In this issue of vaccination, my opinion is that since it is becoming so controversial, people should be allowed to exercise their freedom of choice to be vaccinated or not. Anything that has to be injected into the human body must be by conscientious agreement. People should not be forced to take the vaccine against their will or wish.
‘We Urge Muslims To Take The Vaccine Without Any Fear’
(Professor Ishaq Akintola, Director, Muslim Rights Concern (MURIC)
NIGERIA received almost four million doses of the Oxford-AstraZeneca COVID-19 vaccines on March 2, 2021. The vaccination exercise has since begun as doses have been sent to various states of the federation. The Nigerian Islamic human rights organisation, the Muslim Rights Concern (MURIC), joined the campaign in support of the vaccination. The group urged Nigerian Muslims and the rest of the citizens to take the vaccine without any fear.
It is our candid opinion that Nigerians cannot afford to sit on the fence in the face of daunting COVID-19 statistics around the world. 122,033,780 cases have been confirmed globally as at last Thursday. There have also been 2,695,631 COVID-19 related deaths around the world.
We reaffirm the position of scholars of Islam especially that of the prolific Shaykh al-Islam Ibn Taymiyah in his Majmu‘ al-Fataawa (37 volumes). The concensus of Islamic scholars is that vaccination is halaal (permissible). They cited the hadith of the Prophet (peace be upon him) where he said ‘Seek medical treatment.’
COVID-19 vaccine is designed to give protection to those who take it by making their bodies produce substances known as antibodies whose function is to fight disease.

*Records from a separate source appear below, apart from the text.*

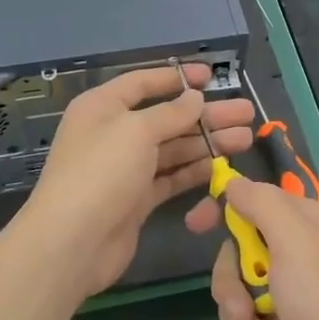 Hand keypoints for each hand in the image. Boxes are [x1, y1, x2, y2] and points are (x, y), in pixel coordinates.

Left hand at [15, 63, 253, 303]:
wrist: (72, 243)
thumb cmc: (101, 173)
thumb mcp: (136, 131)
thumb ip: (170, 113)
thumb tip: (194, 98)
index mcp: (103, 107)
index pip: (143, 82)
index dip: (177, 77)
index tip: (211, 76)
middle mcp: (114, 133)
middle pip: (166, 117)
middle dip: (206, 115)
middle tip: (246, 113)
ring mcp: (126, 168)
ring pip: (173, 148)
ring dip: (208, 142)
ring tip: (245, 138)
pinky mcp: (137, 199)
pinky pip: (171, 177)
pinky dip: (195, 171)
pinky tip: (223, 166)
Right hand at [186, 176, 318, 319]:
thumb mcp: (293, 238)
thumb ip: (260, 203)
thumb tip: (234, 182)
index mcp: (301, 222)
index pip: (252, 200)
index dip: (222, 208)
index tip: (195, 224)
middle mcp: (295, 252)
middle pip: (237, 252)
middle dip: (229, 280)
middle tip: (242, 302)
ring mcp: (290, 293)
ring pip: (237, 291)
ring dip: (238, 315) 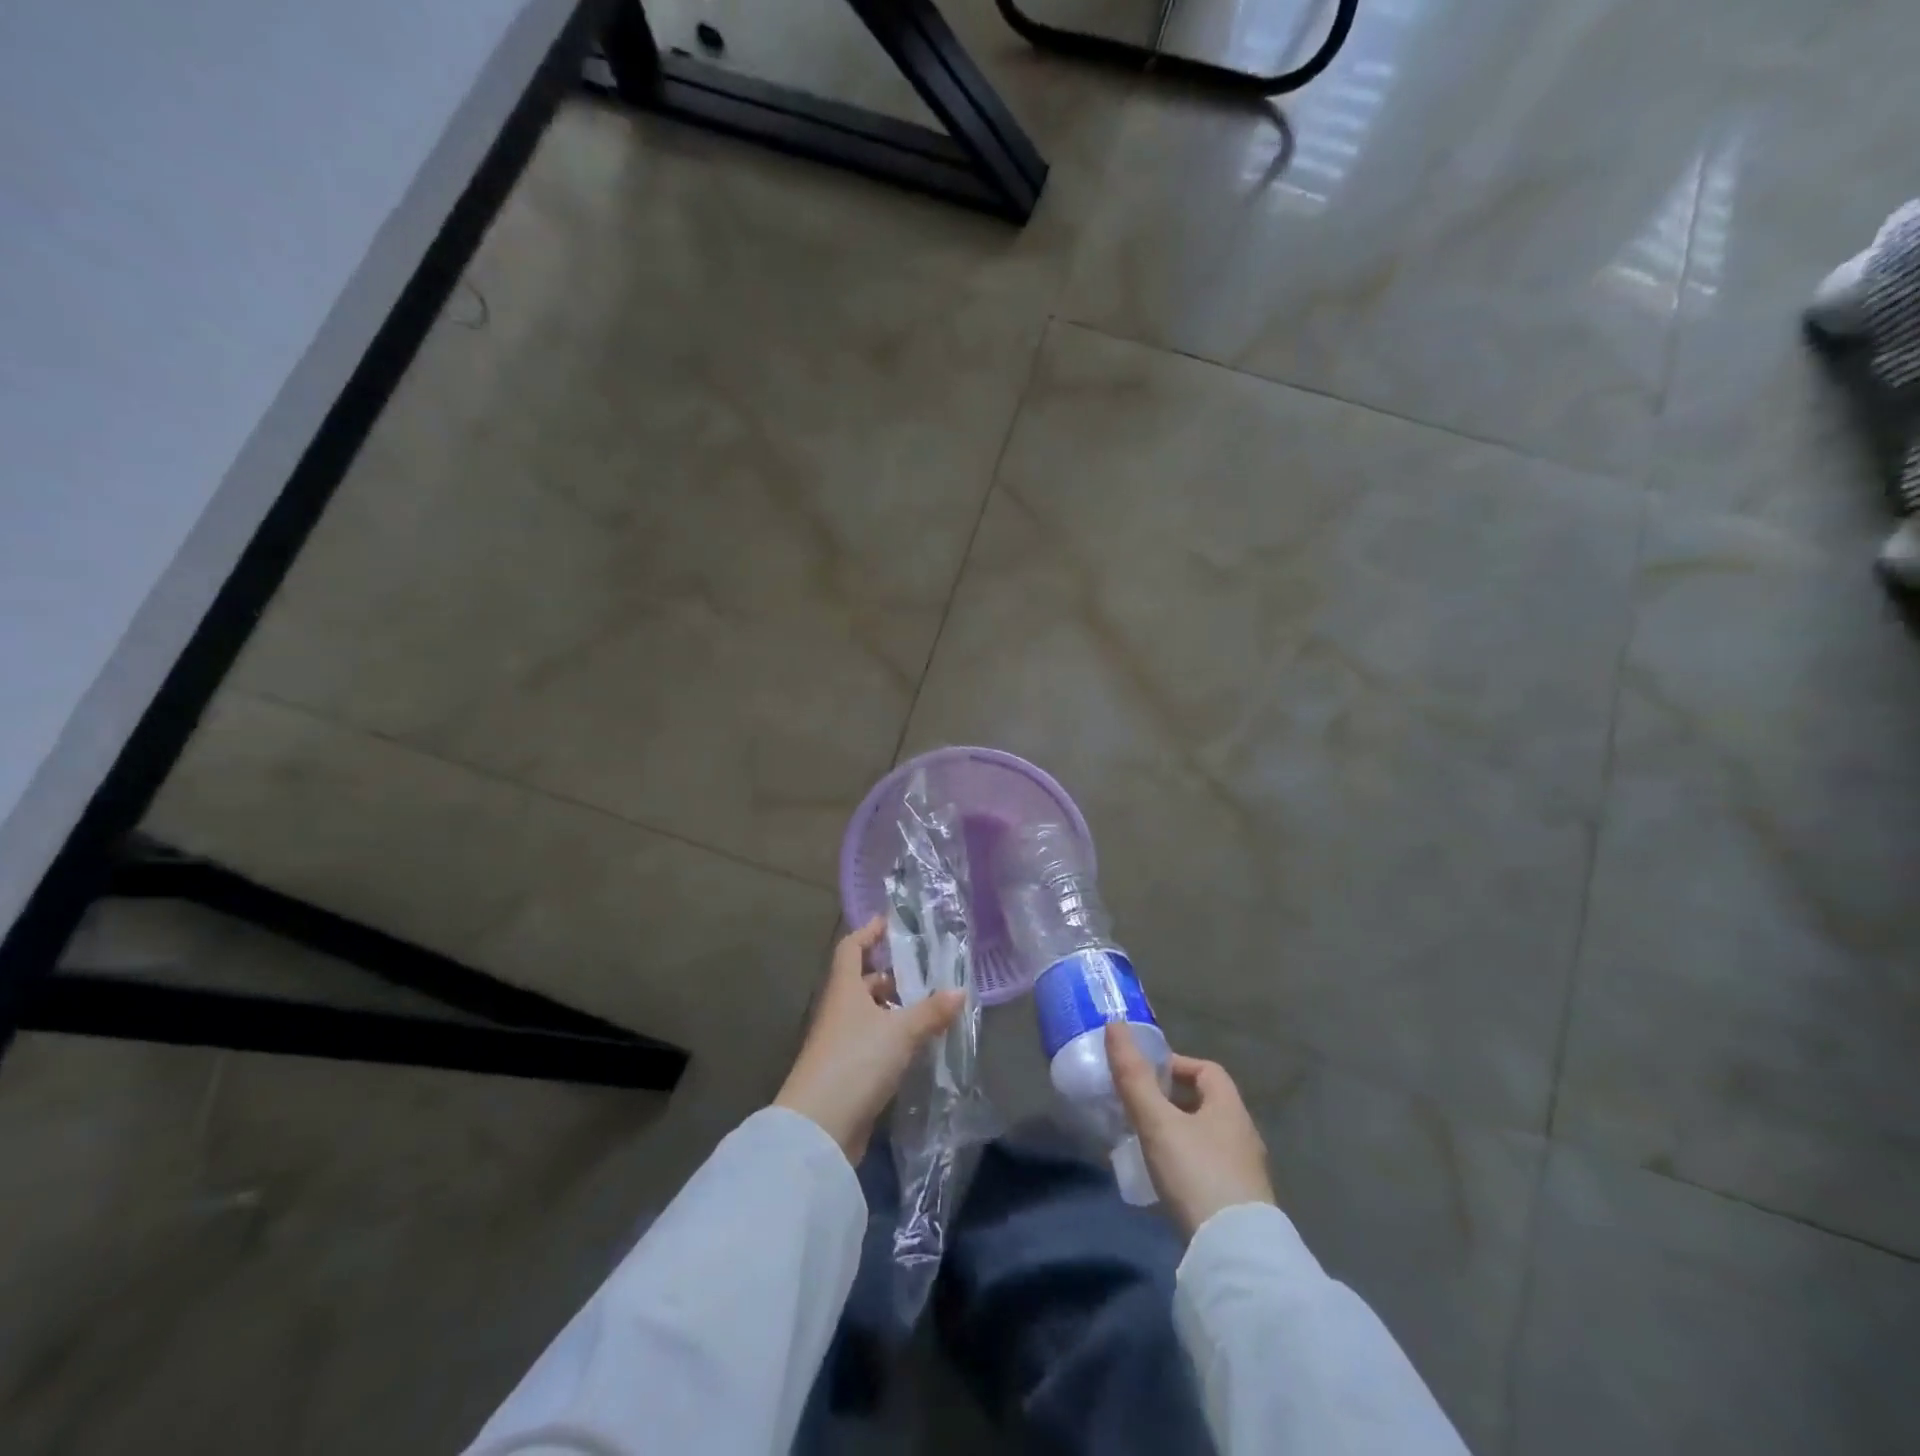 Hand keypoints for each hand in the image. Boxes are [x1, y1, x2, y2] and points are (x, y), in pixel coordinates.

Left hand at [775, 918, 962, 1162]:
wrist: (818, 1127)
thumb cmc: (856, 1061)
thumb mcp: (900, 1032)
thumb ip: (931, 1011)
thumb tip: (960, 990)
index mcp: (844, 989)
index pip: (851, 948)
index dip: (868, 933)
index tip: (888, 922)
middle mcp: (839, 1010)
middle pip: (861, 982)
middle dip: (889, 974)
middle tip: (922, 969)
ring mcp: (840, 1043)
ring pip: (868, 1014)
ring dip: (892, 1008)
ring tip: (927, 1006)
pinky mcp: (846, 1072)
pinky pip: (872, 1042)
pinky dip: (891, 1037)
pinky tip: (915, 1044)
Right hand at [1106, 1022, 1275, 1237]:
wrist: (1236, 1257)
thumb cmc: (1197, 1175)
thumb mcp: (1157, 1122)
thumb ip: (1134, 1077)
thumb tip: (1115, 1024)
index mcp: (1230, 1108)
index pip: (1206, 1070)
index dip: (1175, 1065)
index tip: (1145, 1076)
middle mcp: (1244, 1134)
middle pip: (1207, 1103)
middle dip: (1173, 1101)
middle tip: (1139, 1108)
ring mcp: (1246, 1172)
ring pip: (1208, 1137)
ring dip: (1179, 1133)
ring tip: (1146, 1143)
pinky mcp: (1241, 1204)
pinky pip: (1210, 1168)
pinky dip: (1187, 1163)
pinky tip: (1166, 1180) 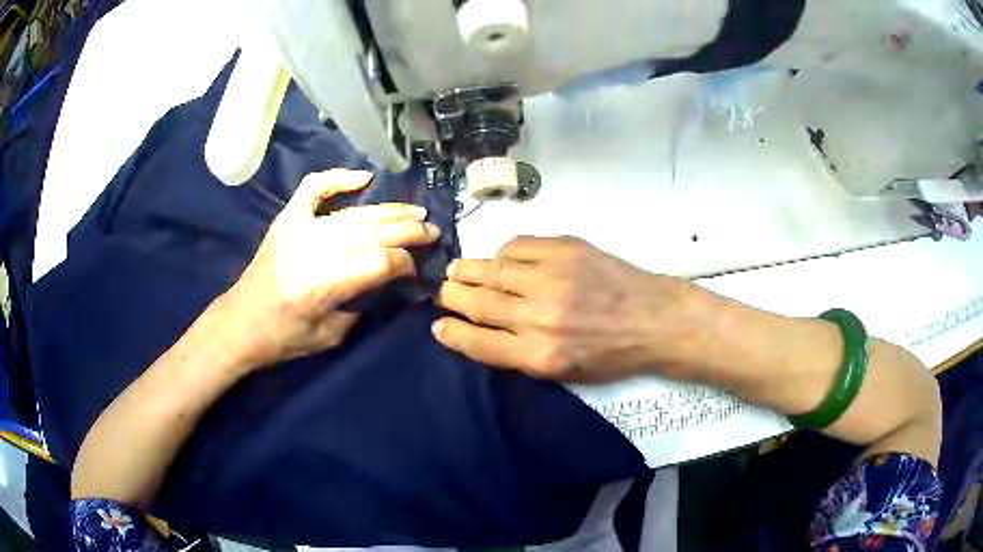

We have seen our leaders (both at the federal and state levels) taking the injection. This is to build confidence in us. We urge Nigerian Muslims and the rest of the citizenry to embrace the vaccine. Let us obey our leaders as enshrined in the Glorious Qur’an (4:59). MURIC, therefore, calls on cynics to have a rethink, face reality and accept the vaccine.
We are concerned with the right of every Nigerian to live a healthy life free from any disease. In particular, we believe that Nigerian lives matter as no Nigerian deserves to lose his life to any epidemic when a panacea has been made available.”